Трое в коммуналке - страница 3



«Почему бы Наталье квартиру себе не купить или снять, если мы ей на нервы действуем? Так нет, не хочет. Жить на готовеньком проще, ей же некогда даже суп себе сварить», – постоянно ворчит бабушка.

«При чем тут суп? – защищаю я. – Мама устает, у нее спектакли, съемки. Разве нам сложно самим суп сварить?»

«Я уставала на работе не меньше, однако про семью не забывала. Наталья эгоистка!» – отсекает она.

Наша «коммунальная» троица – женщины разных поколений, с несхожими характерами и представлениями обо всем, но ведем себя одинаково: копим обиды и мучимся от этого. Бабушка сердится на маму, однако гордится, что у нее известная дочь, и хвастается перед друзьями, что не пропускает ни одного ее спектакля. Представляю их изумление, если бы они узнали, что в действительности все наоборот: на спектакли нам с бабушкой запрещено ходить, и мы, взрослые тети, слушаемся, как дети. Странно, что моя несгибаемая бабушка слушается.

«Меня сковывает, если в зале сидят родные, мне труднее тогда играть», – оправдывается мать, когда я бунтую, что мы имеем полное право ходить на ее спектакли. Липовая причина. Дело в другом – она нас стесняется. Знать бы почему! Знает ли мать сама? Мы с бабушкой не уродки, не алкоголички и не убогие. Заумные рассуждения матери о свободе творческой личности – это замаскированное отстранение от нас. Ну да, творчеством многое можно оправдать, – кипячусь я и затеваю в уме очередной диалог с ней: говорю о наболевшем и за нее отвечаю. В жизни ей ничего не выскажешь – она оборвет и протянет с долей театральности: «Опять ты с претензиями. Никак не повзрослеешь».

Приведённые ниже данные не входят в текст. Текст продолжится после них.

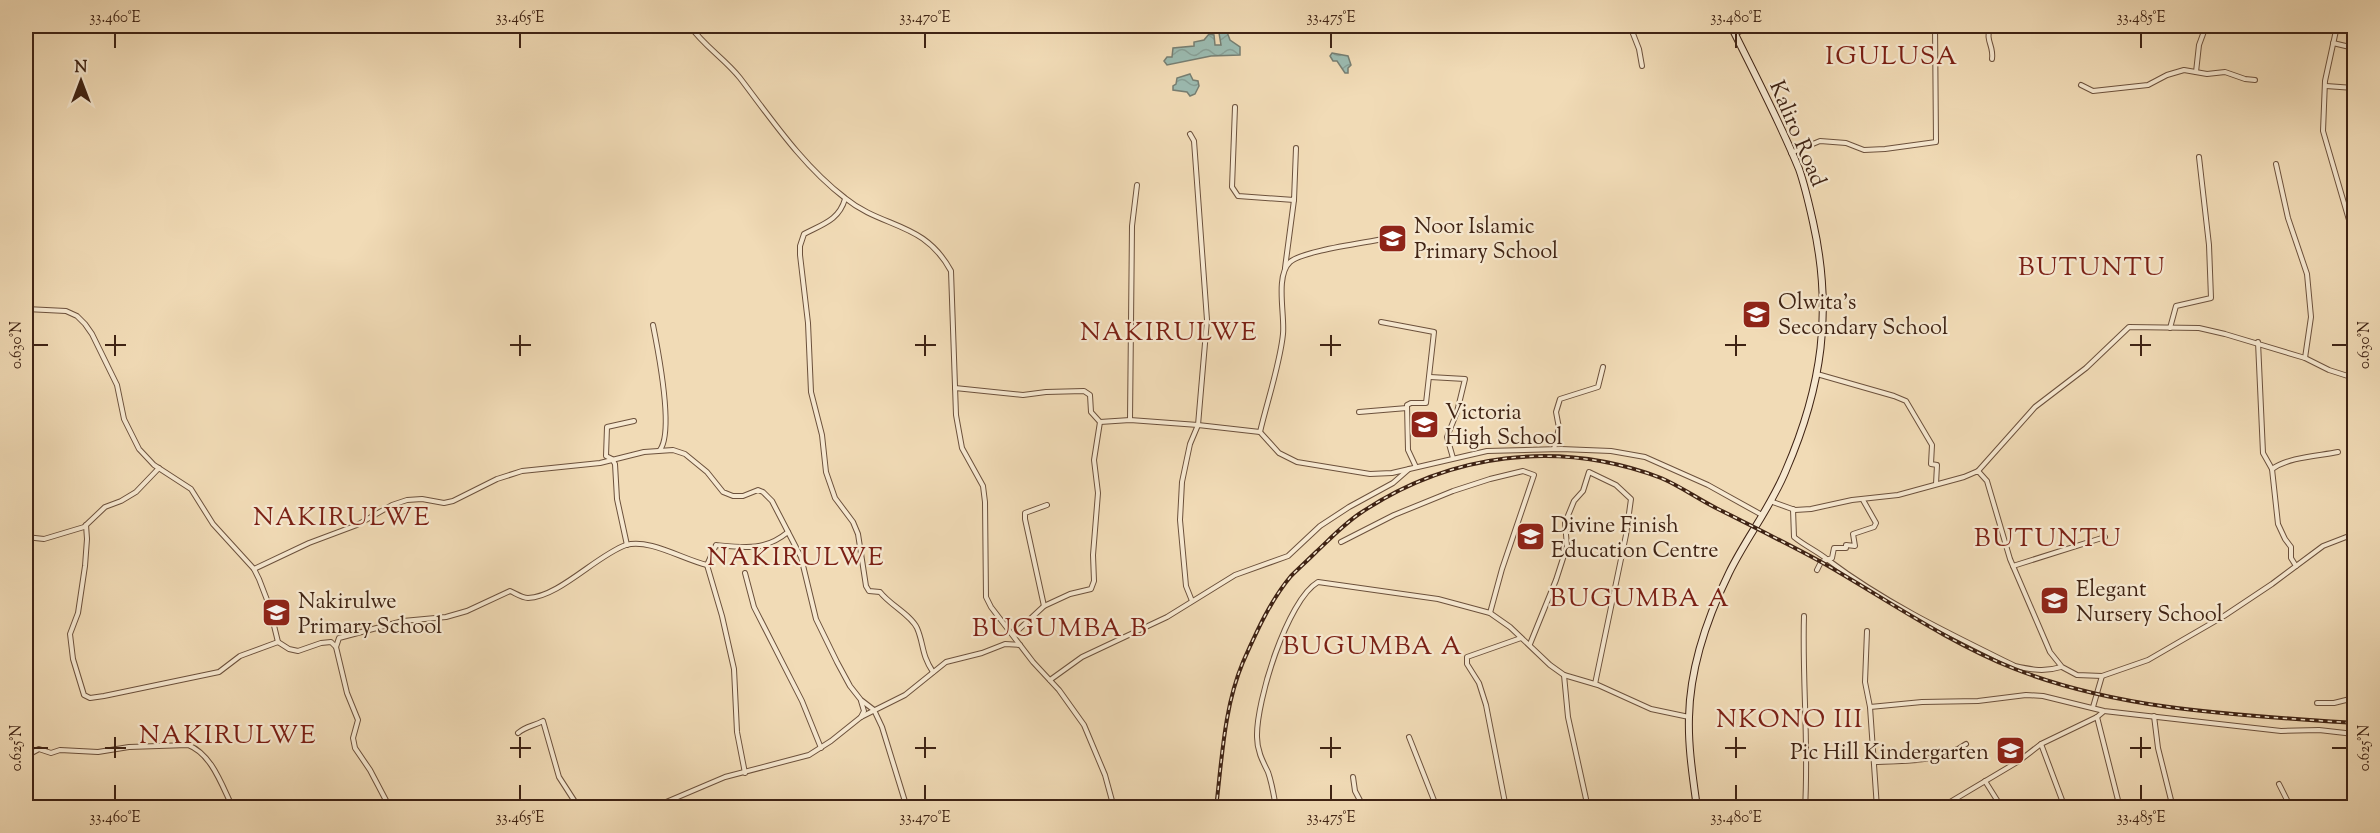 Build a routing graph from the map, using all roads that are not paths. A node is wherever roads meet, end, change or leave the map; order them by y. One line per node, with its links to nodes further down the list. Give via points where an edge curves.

Она актриса и в жизни. Это ширма, за которую никому не велено заглядывать. В игре матери вне театра я вижу ненатуральность и изломанность, но, когда она на сцене, восхищаюсь. Дар перевоплощения у нее необыкновенный: меняются манеры, голос, лицо. Впечатление, что она не только внешне себя переделывает, но и свое мышление – становится другим человеком. Ей любая роль подвластна.

Когда я девчонкой сидела в зале среди влюбленных в нее зрителей, мне хотелось с гордостью крикнуть: «Это моя мамочка!» До сих пор кричу это в душе. На сцене она королева, все разногласия и обиды отступают, они ерунда по сравнению с ее игрой. В эти минуты я даже готова согласиться, что талант должен быть свободен от всего. Быт, все эти кастрюли, уборки, постирушки – не для мамы, нам с бабушкой не трудно самим это делать. У нее другое предназначение. Наверное, права Цветаева:

Ибо раз голос тебе, поэт,
Дан, остальное – взято.

«Мамочка, какая же ты великолепная!» – говорю я про себя, а сказать вслух нельзя – она не выносит сентиментов. Тем более нельзя побежать за кулисы, где она будет окружена толпой поклонников. «Не подходи!» – остановит меня ее ледяной взгляд. И я поспешно ретируюсь, чтобы никто не успел поймать направленный на меня этот взгляд. Нет, все-таки Цветаева не права.

А если мама неожиданно скажет, что была рада увидеть меня в зале, я мгновенно растаю. Стасу тоже достаточно одного слова, чтобы меня растопить. «Дурацкий у тебя характер, – ругает меня Нора. – Покруче надо быть. Он тебе морочит голову целых два года. До старости собираешься его ждать?»

Два года назад

На столе чистый лист бумаги. Его еще не коснулся кончик моего карандаша – непременно остро отточенный. Но я уже вижу на листе то, что изображу на нем. Начинать всегда волнующе – никогда не знаешь, совпадет ли полностью созданное в голове с результатом, не загубит ли все одна неправильная линия. Карандаш ведет меня по листу, словно его держит не моя, а чья-то рука, и уводит в загадочную реальность. В ней каждый зритель разглядит что-то свое, близкое ему и найдет даже то, что не вижу я. У художника тесная связь со зрителем: оба раскрывают что-то новое друг другу.